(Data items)
- Opening Delimiter -

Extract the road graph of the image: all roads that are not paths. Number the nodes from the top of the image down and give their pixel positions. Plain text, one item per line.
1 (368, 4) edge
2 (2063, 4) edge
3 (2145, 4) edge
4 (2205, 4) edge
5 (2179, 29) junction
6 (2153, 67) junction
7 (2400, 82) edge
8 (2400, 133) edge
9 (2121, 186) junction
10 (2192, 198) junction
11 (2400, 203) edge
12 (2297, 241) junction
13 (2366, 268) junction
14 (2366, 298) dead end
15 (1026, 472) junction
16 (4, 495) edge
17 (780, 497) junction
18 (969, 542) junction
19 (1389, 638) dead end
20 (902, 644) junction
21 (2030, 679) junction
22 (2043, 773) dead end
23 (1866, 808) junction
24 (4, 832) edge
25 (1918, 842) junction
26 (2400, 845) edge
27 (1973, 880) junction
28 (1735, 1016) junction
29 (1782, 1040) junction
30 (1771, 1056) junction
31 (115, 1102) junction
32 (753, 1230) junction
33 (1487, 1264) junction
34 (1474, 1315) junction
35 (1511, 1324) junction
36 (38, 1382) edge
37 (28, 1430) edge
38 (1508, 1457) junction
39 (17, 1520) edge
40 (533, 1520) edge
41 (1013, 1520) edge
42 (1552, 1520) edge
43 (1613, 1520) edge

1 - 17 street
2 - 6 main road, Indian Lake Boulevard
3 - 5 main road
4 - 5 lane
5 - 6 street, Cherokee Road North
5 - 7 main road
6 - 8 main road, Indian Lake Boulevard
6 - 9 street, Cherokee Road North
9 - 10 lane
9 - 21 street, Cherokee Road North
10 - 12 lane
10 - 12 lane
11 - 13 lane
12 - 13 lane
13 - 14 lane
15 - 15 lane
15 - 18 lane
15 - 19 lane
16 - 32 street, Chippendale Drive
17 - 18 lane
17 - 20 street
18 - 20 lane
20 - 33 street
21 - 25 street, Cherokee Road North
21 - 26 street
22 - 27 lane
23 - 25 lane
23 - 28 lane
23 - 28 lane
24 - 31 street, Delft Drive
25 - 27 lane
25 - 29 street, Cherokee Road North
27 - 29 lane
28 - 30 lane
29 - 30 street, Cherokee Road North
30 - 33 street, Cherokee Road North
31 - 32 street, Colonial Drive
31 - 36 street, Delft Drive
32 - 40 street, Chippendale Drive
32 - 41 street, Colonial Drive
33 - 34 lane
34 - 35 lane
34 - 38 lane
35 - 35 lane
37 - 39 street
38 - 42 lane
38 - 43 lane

- Closing Delimiter -

In the records above, find each line that mentions the word "Drive", and copy it.

16 - 32 street, Chippendale Drive
24 - 31 street, Delft Drive
31 - 32 street, Colonial Drive
31 - 36 street, Delft Drive
32 - 40 street, Chippendale Drive
32 - 41 street, Colonial Drive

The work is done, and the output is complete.